On Mon, Apr 24, 2000 at 06:09:36PM -0500, [EMAIL PROTECTED] wrote:
> It's been rumoured that Matt Sisk said:
> > The accounting engine, after all, is counting cash, not shares. 
> 
> strictly speking, not true.  in a stock account, the total number of
> shares is the invarient quantity.  The dollar value fluctuates 
> minute by minute,

Um, no.  From an accounting standpoint, the dollar value of the shares is
what you paid for them.  Until you enter a transaction to sell the shares,
and actually realize the value, there is no adjustment of the value.

I think one problem here is that there is a level confusion.

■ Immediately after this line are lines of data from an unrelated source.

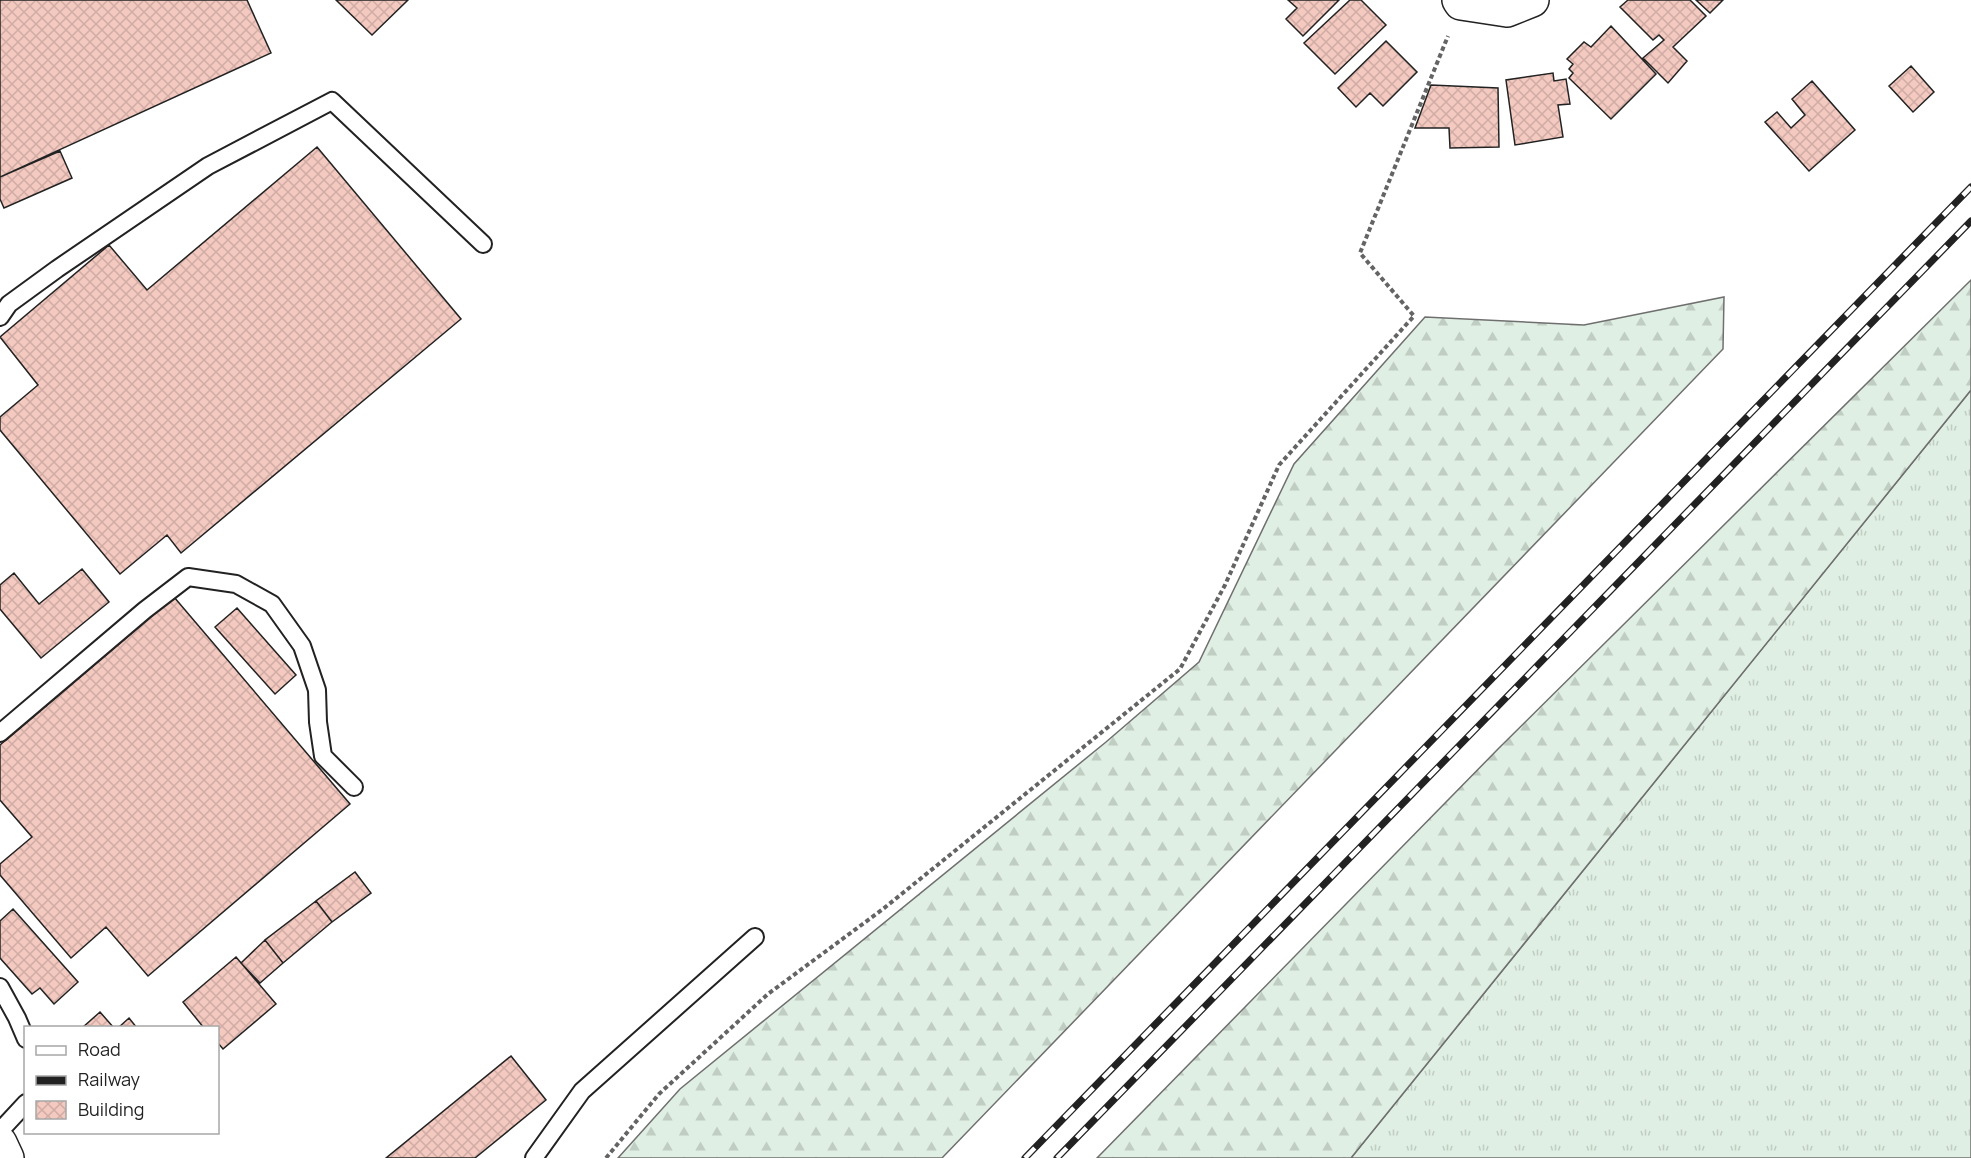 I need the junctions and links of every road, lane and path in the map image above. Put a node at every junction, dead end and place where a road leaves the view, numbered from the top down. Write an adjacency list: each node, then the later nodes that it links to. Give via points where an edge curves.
1 (1460, 1): 2 (street); 15 (path, via 1360,254 1414,316 1279,465 1225,585 1180,669 883,909 768,994 659,1094)
2 (1519, 5)
3 (483, 244): 4 (lane, via 332,101 208,166 57,269 9,304)
4 (0, 317)
5 (0, 733): 6 (lane, via 188,577 236,584 272,604 302,646 317,690 323,756)
6 (354, 788)
7 (755, 937): 14 (lane, via 582,1091)
8 (0, 987): 9 (lane)
9 (24, 1034)
10 (24, 1105): 11 (lane)
11 (0, 1131)
12 (0, 1143): 13 (street)
13 (7, 1158)
14 (534, 1158)
15 (606, 1158) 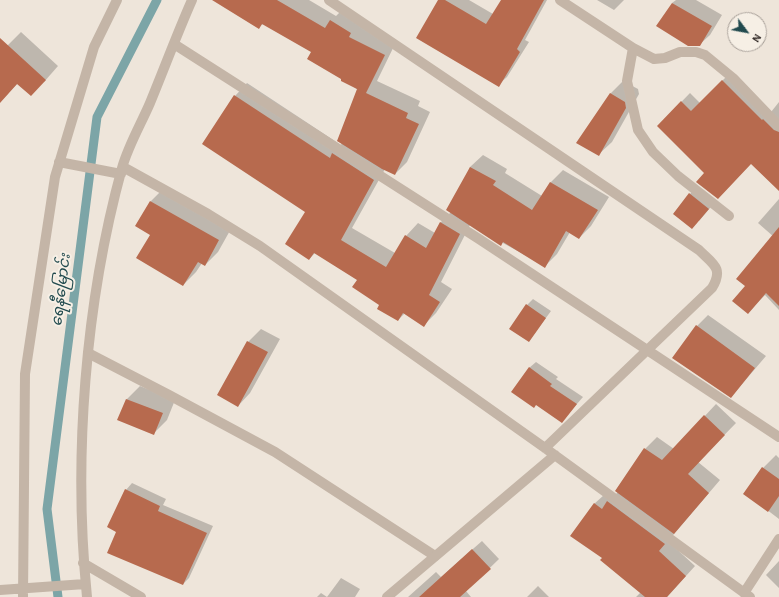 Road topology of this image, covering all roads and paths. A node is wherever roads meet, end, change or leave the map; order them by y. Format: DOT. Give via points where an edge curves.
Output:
graph roads {
  1 [pos="117,0"];
  2 [pos="192,0"];
  3 [pos="330,0"];
  4 [pos="560,0"];
  5 [pos="174,44"];
  6 [pos="633,48"];
  7 [pos="779,126"];
  8 [pos="63,163"];
  9 [pos="118,171"];
  10 [pos="729,216"];
  11 [pos="648,350"];
  12 [pos="88,353"];
  13 [pos="779,436"];
  14 [pos="545,448"];
  15 [pos="555,455"];
  16 [pos="779,539"];
  17 [pos="435,556"];
  18 [pos="83,563"];
  19 [pos="82,584"];
  20 [pos="0,590"];
  21 [pos="24,591"];
  22 [pos="747,595"];
  23 [pos="87,597"];
  24 [pos="141,597"];
  25 [pos="387,597"];
  1 -- 8 [label="street" via="94,47"];
  2 -- 5 [label="street"];
  3 -- 11 [label="street" via="699,250 718,269 718,278 712,288"];
  4 -- 6 [label="street"];
  5 -- 9 [label="street"];
  5 -- 11 [label="street"];
  6 -- 7 [label="street" via="654,59 680,52 705,55 733,78"];
  6 -- 10 [label="street" via="627,81 638,130 653,152 678,176"];
  8 -- 9 [label="street"];
  8 -- 21 [label="street" via="55,177 25,374"];
  9 -- 12 [label="street" via="104,239"];
  9 -- 14 [label="street" via="208,214 260,246"];
  11 -- 13 [label="street"];
  11 -- 14 [label="street"];
  12 -- 17 [label="street" via="275,452"];
  12 -- 18 [label="street" via="81,512"];
  14 -- 15 [label="street"];
  15 -- 17 [label="street"];
  15 -- 22 [label="street"];
  16 -- 22 [label="street"];
  17 -- 25 [label="street"];
  18 -- 19 [label="street"];
  18 -- 24 [label="street"];
  19 -- 21 [label="street"];
  19 -- 23 [label="street"];
  20 -- 21 [label="street"];
}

We need to distinguish the accounting database from the reports.  In the
accounting database, neither the number of shares nor the value of the
original transaction will ever change.  OTOH, when i call up a 'present
market value' report, that should show, well, the present market value of an
account.

So, the dollar value of the account doesn't change.  What gets displayed in
a report might.

It seems to me that the engine needs to record stock splits in a separate
table.  It can then combine this table and the account transaction
information to prepare reports showing things like the current number of
shares owned or the present market value of such shares.

But the actual transaction data itself is a number of share, a date, and a
price (and the other half of the double entry, of course).  This data
doesn't change after it is entered.  That is what happened, anything else is
dependent on what type of report you want to run.